Like the rubber billiard cue and the collapsible bicycle, the word Peoria has always been good for a laugh in vaudeville. Generations of hoofers and comedians used it to epitomize U.S. hick towns. But though Peoria, Ill. lies in the corn belt, it is a pretty big town (pop. 105,087). It is also a river town, and it grew up around a whiskey keg, not a cracker barrel. Last week, after a new city primary election, Peoria had occasion to remind itself of its free-&-easy tradition once again.
Peorians have long been aware that steamboat men on the Illinois River had certain lusty "natural appetites," and many Peorians saw no reason to ignore them. The town's distilleries turned the corn harvest into liquor, and Peoria's back streets were always comfortably shaded by brothels, gambling joints and saloons. When the river trade fell off and industry (Caterpillar Tractor, Hiram Walker, Keystone Steel & Wire) came in, Peoria went on being the biggest little wide open town in the Midwest.
Civic Pride. Peoria's 83-year-old Mayor Ed Woodruff was locally noted for taking pride in the town's "liberal" outlook. When a reform candidate--Carl O. Triebel, owner of the Ideal Troy Laundry--filed against him this year for the Republican nomination, old Ed Woodruff did not change his attitude: "Peoria likes to live and doesn't want to be told what to do and what not to do all the time."
Old Ed was repeating a well-tried political philosophy. He had been using it since 1903; he had been elected eleven times for a total of 24 years. In all that time, profane, fox-faced Ed Woodruff had never hidden his benign attitude toward Peoria's gamblers, bawdyhouses and bars.
He liked to spend weekends drinking and gambling himself, aboard a craft known as the "Bum Boat," an ancient stern-wheeler converted into a houseboat. When the City Council decided one December to clean up the red-light district, he protested vehemently that such an action in the week before Christmas would be unChristian. On such occasions he was a formidable figure--a wry neck kept his head cocked to the right and made him look like an angry rooster. Once he ended a two-hour Council debate by rising and bellowing "Bull!" at the top of his lungs.

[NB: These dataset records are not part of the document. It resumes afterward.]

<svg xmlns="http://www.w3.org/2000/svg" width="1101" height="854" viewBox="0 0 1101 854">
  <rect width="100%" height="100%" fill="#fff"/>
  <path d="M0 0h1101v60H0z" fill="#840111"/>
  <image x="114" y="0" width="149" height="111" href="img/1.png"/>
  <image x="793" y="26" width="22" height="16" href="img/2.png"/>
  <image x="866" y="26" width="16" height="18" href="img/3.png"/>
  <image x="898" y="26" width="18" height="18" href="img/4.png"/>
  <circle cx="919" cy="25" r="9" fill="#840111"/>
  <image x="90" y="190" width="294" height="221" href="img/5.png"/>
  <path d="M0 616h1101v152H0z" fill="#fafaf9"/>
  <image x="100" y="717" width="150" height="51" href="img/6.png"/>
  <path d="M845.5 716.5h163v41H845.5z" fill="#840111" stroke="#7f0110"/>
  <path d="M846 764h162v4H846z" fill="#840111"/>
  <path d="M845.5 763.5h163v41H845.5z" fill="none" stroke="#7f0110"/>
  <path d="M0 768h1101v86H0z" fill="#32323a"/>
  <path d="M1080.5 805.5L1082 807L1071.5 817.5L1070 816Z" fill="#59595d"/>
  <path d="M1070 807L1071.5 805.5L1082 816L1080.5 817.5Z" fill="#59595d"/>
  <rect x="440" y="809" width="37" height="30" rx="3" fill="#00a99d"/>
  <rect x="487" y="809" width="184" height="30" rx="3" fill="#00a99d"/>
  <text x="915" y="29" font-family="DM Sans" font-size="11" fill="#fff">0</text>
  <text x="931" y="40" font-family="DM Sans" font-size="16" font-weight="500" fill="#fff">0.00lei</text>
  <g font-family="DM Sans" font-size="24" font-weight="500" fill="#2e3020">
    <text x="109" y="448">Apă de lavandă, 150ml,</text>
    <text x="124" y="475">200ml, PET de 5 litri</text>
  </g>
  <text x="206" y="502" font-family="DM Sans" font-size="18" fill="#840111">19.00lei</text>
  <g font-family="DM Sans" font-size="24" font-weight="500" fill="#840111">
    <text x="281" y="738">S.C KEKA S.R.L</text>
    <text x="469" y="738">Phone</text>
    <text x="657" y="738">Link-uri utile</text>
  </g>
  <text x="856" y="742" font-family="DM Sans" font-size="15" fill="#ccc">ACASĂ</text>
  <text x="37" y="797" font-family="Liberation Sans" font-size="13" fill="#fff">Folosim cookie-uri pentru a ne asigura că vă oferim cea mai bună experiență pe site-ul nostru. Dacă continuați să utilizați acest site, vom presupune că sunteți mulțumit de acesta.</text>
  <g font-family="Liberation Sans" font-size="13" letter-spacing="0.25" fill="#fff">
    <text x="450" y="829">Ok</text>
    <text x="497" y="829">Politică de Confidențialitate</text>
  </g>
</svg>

No Twelfth Term. But as this year's campaign grew hot, all sorts of political land mines started blowing up around Ed Woodruff. The Association of Commerce appointed a committee to investigate vice, and the committee called on the State's Attorney, who in turn shouted for a grand jury. The Army complained about Peoria's prostitutes and the FBI made a white-slave raid. All this was bad enough. But when Peoria discovered that gamblers, barmen and madams were showing interest in the reform candidate, it decided that Ed Woodruff had lost his steam. Last week Peoria voted, Laundryman Triebel won. Woodruff ran a bad fourth.

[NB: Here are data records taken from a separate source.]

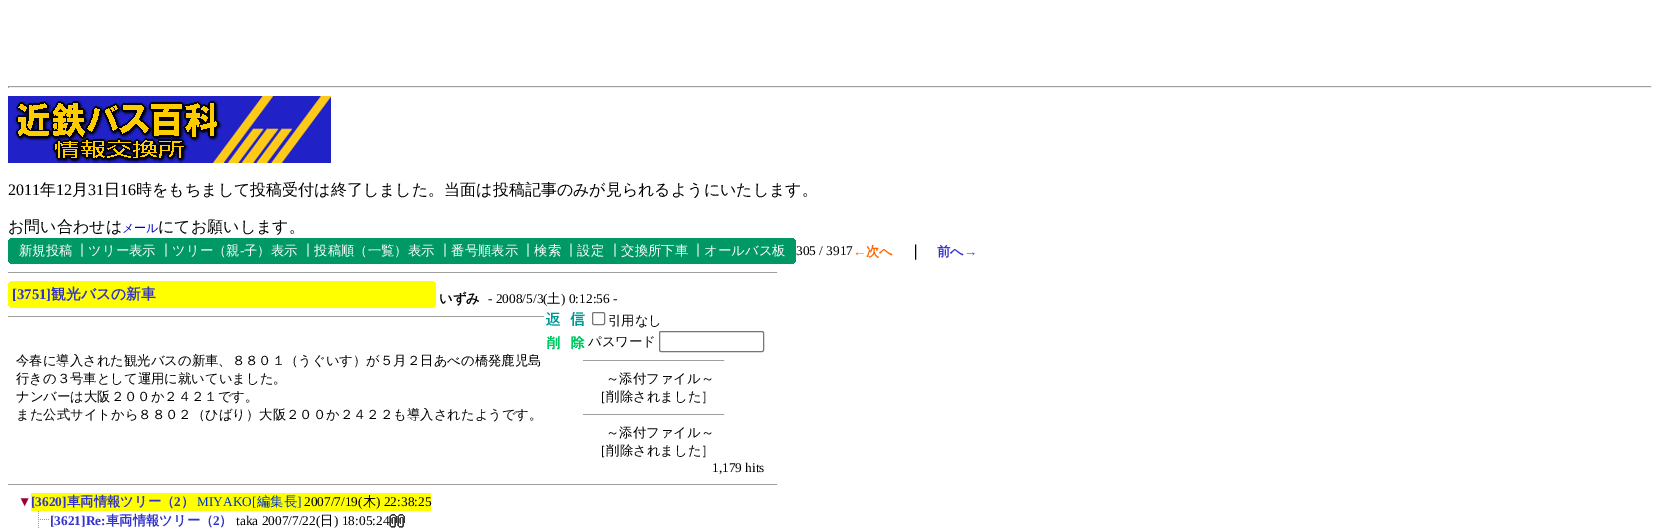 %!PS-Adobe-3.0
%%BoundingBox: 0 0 1660 529
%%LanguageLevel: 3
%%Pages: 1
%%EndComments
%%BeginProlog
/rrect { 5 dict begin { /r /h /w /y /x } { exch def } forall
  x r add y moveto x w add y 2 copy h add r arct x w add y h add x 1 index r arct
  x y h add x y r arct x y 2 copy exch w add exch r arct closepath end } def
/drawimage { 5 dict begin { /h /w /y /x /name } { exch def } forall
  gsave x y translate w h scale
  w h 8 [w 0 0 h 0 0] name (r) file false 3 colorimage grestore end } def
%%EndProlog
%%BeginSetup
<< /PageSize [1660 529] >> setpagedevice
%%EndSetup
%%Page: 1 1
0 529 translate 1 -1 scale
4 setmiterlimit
1 setgray
0 0 1660 529 rectfill
0.624 setgray
8 86 1644 1 rectfill
0.933 setgray
1651 86 1 2 rectfill
8 87 1644 1 rectfill
0.624 setgray
8 86 1 2 rectfill
(images/1.raw) 8 96 323 68 drawimage
0 0.6 0.4 setrgbcolor
8 238 788 26 rectfill
(images/2.raw) 8 238 2 2 drawimage
(images/3.raw) 794 238 2 2 drawimage
(images/4.raw) 8 262 2 2 drawimage
(images/5.raw) 794 262 2 2 drawimage
0.624 setgray
8 272 770 1 rectfill
0.933 setgray
777 272 1 1 rectfill
1 1 0 setrgbcolor
8 281 428 27 rectfill
(images/6.raw) 8 281 2 2 drawimage
(images/7.raw) 434 281 2 2 drawimage
(images/8.raw) 8 306 2 2 drawimage
(images/9.raw) 434 306 2 2 drawimage
0.624 setgray
8 316 537 1 rectfill
0.933 setgray
544 316 1 1 rectfill
(images/10.raw) 546 312 39 14 drawimage
0.463 setgray
592.5 312.5 12 12 1.5 rrect stroke
(images/11.raw) 547 336 38 14 drawimage
659.5 331.5 104 20 1.5 rrect stroke
0.624 setgray
583 360 142 1 rectfill
0.933 setgray
724 360 1 1 rectfill
0.624 setgray
583 414 142 1 rectfill
0.933 setgray
724 414 1 1 rectfill
0.624 setgray
8 484 770 1 rectfill
0.933 setgray
777 484 1 1 rectfill
1 1 0 setrgbcolor
31 493 400 18 rectfill
(images/12.raw) 38 511 11 17 drawimage
(images/13.raw) 389 514 8 14 drawimage
(images/13.raw) 397 514 8 14 drawimage
/LiberationSerif-Regular [16 0 0 -16 0 0] selectfont
0 setgray
8 195 moveto (2011) show
/WenQuanYiZenHei-Medium [16 0 0 -16 0 0] selectfont
40 195 moveto (年) show
/LiberationSerif-Regular [16 0 0 -16 0 0] selectfont
56 195 moveto (12) show
/WenQuanYiZenHei-Medium [16 0 0 -16 0 0] selectfont
72 195 moveto (月) show
/LiberationSerif-Regular [16 0 0 -16 0 0] selectfont
88 195 moveto (31) show
/WenQuanYiZenHei-Medium [16 0 0 -16 0 0] selectfont
104 195 moveto (日) show
/LiberationSerif-Regular [16 0 0 -16 0 0] selectfont
120 195 moveto (16) show
/WenQuanYiZenHei-Medium [16 0 0 -16 0 0] selectfont
136 195 moveto (時をもちまして投稿受付は終了しました。当面は投稿記事のみが見られるようにいたします。) show
8 232 moveto (お問い合わせは) show
/WenQuanYiZenHei-Medium [12 0 0 -12 0 0] selectfont
0 0 0.8 setrgbcolor
122 232 moveto (メール) show
/WenQuanYiZenHei-Medium [16 0 0 -16 0 0] selectfont
0 setgray
158 232 moveto (にてお願いします。) show
/WenQuanYiZenHei-Medium [13.35 0 0 -13.35 0 0] selectfont
1 setgray
19 255 moveto (新規投稿) show
75 255 moveto (┃ツリー表示) show
159 255 moveto (┃ツリー（親) show
/LiberationSerif-Regular [13.35 0 0 -13.35 0 0] selectfont
240 255 moveto (-) show
/WenQuanYiZenHei-Medium [13.35 0 0 -13.35 0 0] selectfont
244 255 moveto (子）表示) show
301 255 moveto (┃投稿順（一覧）表示) show
438 255 moveto (┃番号順表示) show
521 255 moveto (┃検索) show
564 255 moveto (┃設定) show
608 255 moveto (┃交換所下車) show
691 255 moveto (┃オールバス板) show
/LiberationSerif-Regular [13.35 0 0 -13.35 0 0] selectfont
0 setgray
796 255 moveto (305 / 3917) show
/LiberationSerif-Bold [13.35 0 0 -13.35 0 0] selectfont
1 0.4 0 setrgbcolor
853 256 moveto (←) show
/WenQuanYiZenHei-Bold [13.35 0 0 -13.35 0 0] selectfont
866 256 moveto (次へ) show
/WenQuanYiZenHei-Bold [14.75 0 0 -14.75 0 0] selectfont
0 setgray
908 256 moveto (｜) show
/WenQuanYiZenHei-Bold [13.35 0 0 -13.35 0 0] selectfont
0.2 0.2 0.8 setrgbcolor
937 256 moveto (前へ) show
/LiberationSerif-Bold [13.35 0 0 -13.35 0 0] selectfont
964 256 moveto (→) show
/LiberationSerif-Bold [14.75 0 0 -14.75 0 0] selectfont
12 299 moveto ([3751]) show
/WenQuanYiZenHei-Bold [14.75 0 0 -14.75 0 0] selectfont
51 299 moveto (観光バスの新車) show
/WenQuanYiZenHei-Bold [13.35 0 0 -13.35 0 0] selectfont
0 setgray
439 303 moveto (いずみ) show
/LiberationSerif-Regular [13.35 0 0 -13.35 0 0] selectfont
488 303 moveto (- 2008/5/3\() show
/WenQuanYiZenHei-Medium [13.35 0 0 -13.35 0 0] selectfont
547 303 moveto (土) show
/LiberationSerif-Regular [13.35 0 0 -13.35 0 0] selectfont
561 303 moveto (\) 0:12:56 -) show
/WenQuanYiZenHei-Medium [13.35 0 0 -13.35 0 0] selectfont
16 365 moveto (今春に導入された観光バスの新車、８８０１（うぐいす）が５月２日あべの橋発鹿児島) show
16 383 moveto (行きの３号車として運用に就いていました。) show
16 401 moveto (ナンバーは大阪２００か２４２１です。) show
16 419 moveto (また公式サイトから８８０２（ひばり）大阪２００か２４２２も導入されたようです。) show
608 325 moveto (引用なし) show
588 346 moveto (パスワード) show
606 383 moveto (～添付ファイル～) show
593 401 moveto (［削除されました］) show
606 437 moveto (～添付ファイル～) show
593 455 moveto (［削除されました］) show
/LiberationSerif-Regular [13.35 0 0 -13.35 0 0] selectfont
712 472 moveto (1,179 hits) show
0.6 0 0.2 setrgbcolor
18 506 moveto (▼) show
/LiberationSerif-Bold [13.35 0 0 -13.35 0 0] selectfont
0.2 0.2 0.8 setrgbcolor
31 506 moveto ([3620]) show
/WenQuanYiZenHei-Bold [13.35 0 0 -13.35 0 0] selectfont
67 506 moveto (車両情報ツリー（) show
/LiberationSerif-Bold [13.35 0 0 -13.35 0 0] selectfont
174 506 moveto (2) show
/WenQuanYiZenHei-Bold [13.35 0 0 -13.35 0 0] selectfont
181 506 moveto (）) show
/LiberationSerif-Regular [13.35 0 0 -13.35 0 0] selectfont
0 0.2 0.8 setrgbcolor
197 506 moveto (MIYAKO[) show
/WenQuanYiZenHei-Medium [13.35 0 0 -13.35 0 0] selectfont
257 506 moveto (編集長) show
/LiberationSerif-Regular [13.35 0 0 -13.35 0 0] selectfont
297 506 moveto (]) show
0 setgray
304 506 moveto (2007/7/19\() show
/WenQuanYiZenHei-Medium [13.35 0 0 -13.35 0 0] selectfont
363 506 moveto (木) show
/LiberationSerif-Regular [13.35 0 0 -13.35 0 0] selectfont
376 506 moveto (\) 22:38:25) show
/LiberationSerif-Bold [13.35 0 0 -13.35 0 0] selectfont
0.2 0.2 0.8 setrgbcolor
50 525 moveto ([3621]Re:) show
/WenQuanYiZenHei-Bold [13.35 0 0 -13.35 0 0] selectfont
106 525 moveto (車両情報ツリー（) show
/LiberationSerif-Bold [13.35 0 0 -13.35 0 0] selectfont
213 525 moveto (2) show
/WenQuanYiZenHei-Bold [13.35 0 0 -13.35 0 0] selectfont
219 525 moveto (）) show
/LiberationSerif-Regular [13.35 0 0 -13.35 0 0] selectfont
0 setgray
236 525 moveto (taka 2007/7/22\() show
/WenQuanYiZenHei-Medium [13.35 0 0 -13.35 0 0] selectfont
320 525 moveto (日) show
/LiberationSerif-Regular [13.35 0 0 -13.35 0 0] selectfont
334 525 moveto (\) 18:05:24) show
showpage
%%EOF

After the returns were in, the rheumy-eyed old Mayor sat at home, cigar ashes spilling on his vest, and muttered defiance. "The crusaders got me," he mumbled, "but the people will be asking me to run again. Why do they always talk about the goddam girls? I didn't put stools in the bars for them to sit on."
But nobody really thought Peoria would become Illinois' holy city if Laundryman Triebel beat the Democratic nominee, Tom Madden. One of Triebel's backers on The Bluff, the town's fashionable residential section, made it plain that even reform is liberal in Peoria. Said he: "We've got to have control, here. Gambling will be supervised and the prostitutes will have to be licensed."